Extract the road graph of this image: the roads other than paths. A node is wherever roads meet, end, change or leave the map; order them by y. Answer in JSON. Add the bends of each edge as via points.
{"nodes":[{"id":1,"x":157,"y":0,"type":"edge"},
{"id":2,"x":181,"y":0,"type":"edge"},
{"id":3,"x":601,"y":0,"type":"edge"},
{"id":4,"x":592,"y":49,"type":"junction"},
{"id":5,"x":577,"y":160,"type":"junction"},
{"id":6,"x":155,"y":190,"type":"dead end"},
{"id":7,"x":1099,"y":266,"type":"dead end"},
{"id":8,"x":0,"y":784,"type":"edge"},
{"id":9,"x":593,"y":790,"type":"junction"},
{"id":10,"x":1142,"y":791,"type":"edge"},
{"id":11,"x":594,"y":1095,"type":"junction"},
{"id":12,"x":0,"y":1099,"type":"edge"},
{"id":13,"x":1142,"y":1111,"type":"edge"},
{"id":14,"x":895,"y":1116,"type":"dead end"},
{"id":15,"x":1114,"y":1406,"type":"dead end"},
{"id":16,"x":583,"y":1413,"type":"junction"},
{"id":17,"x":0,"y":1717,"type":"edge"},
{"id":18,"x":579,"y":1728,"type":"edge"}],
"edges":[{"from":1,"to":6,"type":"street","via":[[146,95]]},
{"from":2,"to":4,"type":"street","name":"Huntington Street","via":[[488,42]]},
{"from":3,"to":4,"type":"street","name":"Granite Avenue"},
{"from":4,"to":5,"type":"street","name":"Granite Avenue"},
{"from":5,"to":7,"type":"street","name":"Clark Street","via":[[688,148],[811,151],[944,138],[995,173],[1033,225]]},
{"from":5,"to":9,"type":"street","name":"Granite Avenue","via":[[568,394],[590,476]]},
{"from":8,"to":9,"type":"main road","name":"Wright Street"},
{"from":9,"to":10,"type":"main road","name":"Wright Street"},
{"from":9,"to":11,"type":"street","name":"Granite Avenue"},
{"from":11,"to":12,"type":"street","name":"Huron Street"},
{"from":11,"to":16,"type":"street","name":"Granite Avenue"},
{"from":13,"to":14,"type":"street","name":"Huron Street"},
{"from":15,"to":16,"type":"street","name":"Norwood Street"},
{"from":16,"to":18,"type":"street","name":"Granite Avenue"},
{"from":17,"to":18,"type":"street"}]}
• • • •
(To do):
Nothing but an exact copy of the records belongs in the answer.

(Reply):
Extract the road graph of this image: the roads other than paths. A node is wherever roads meet, end, change or leave the map; order them by y. Answer in JSON. Add the bends of each edge as via points.
{"nodes":[{"id":1,"x":157,"y":0,"type":"edge"},
{"id":2,"x":181,"y":0,"type":"edge"},
{"id":3,"x":601,"y":0,"type":"edge"},
{"id":4,"x":592,"y":49,"type":"junction"},
{"id":5,"x":577,"y":160,"type":"junction"},
{"id":6,"x":155,"y":190,"type":"dead end"},
{"id":7,"x":1099,"y":266,"type":"dead end"},
{"id":8,"x":0,"y":784,"type":"edge"},
{"id":9,"x":593,"y":790,"type":"junction"},
{"id":10,"x":1142,"y":791,"type":"edge"},
{"id":11,"x":594,"y":1095,"type":"junction"},
{"id":12,"x":0,"y":1099,"type":"edge"},
{"id":13,"x":1142,"y":1111,"type":"edge"},
{"id":14,"x":895,"y":1116,"type":"dead end"},
{"id":15,"x":1114,"y":1406,"type":"dead end"},
{"id":16,"x":583,"y":1413,"type":"junction"},
{"id":17,"x":0,"y":1717,"type":"edge"},
{"id":18,"x":579,"y":1728,"type":"edge"}],
"edges":[{"from":1,"to":6,"type":"street","via":[[146,95]]},
{"from":2,"to":4,"type":"street","name":"Huntington Street","via":[[488,42]]},
{"from":3,"to":4,"type":"street","name":"Granite Avenue"},
{"from":4,"to":5,"type":"street","name":"Granite Avenue"},
{"from":5,"to":7,"type":"street","name":"Clark Street","via":[[688,148],[811,151],[944,138],[995,173],[1033,225]]},
{"from":5,"to":9,"type":"street","name":"Granite Avenue","via":[[568,394],[590,476]]},
{"from":8,"to":9,"type":"main road","name":"Wright Street"},
{"from":9,"to":10,"type":"main road","name":"Wright Street"},
{"from":9,"to":11,"type":"street","name":"Granite Avenue"},
{"from":11,"to":12,"type":"street","name":"Huron Street"},
{"from":11,"to":16,"type":"street","name":"Granite Avenue"},
{"from":13,"to":14,"type":"street","name":"Huron Street"},
{"from":15,"to":16,"type":"street","name":"Norwood Street"},
{"from":16,"to":18,"type":"street","name":"Granite Avenue"},
{"from":17,"to":18,"type":"street"}]}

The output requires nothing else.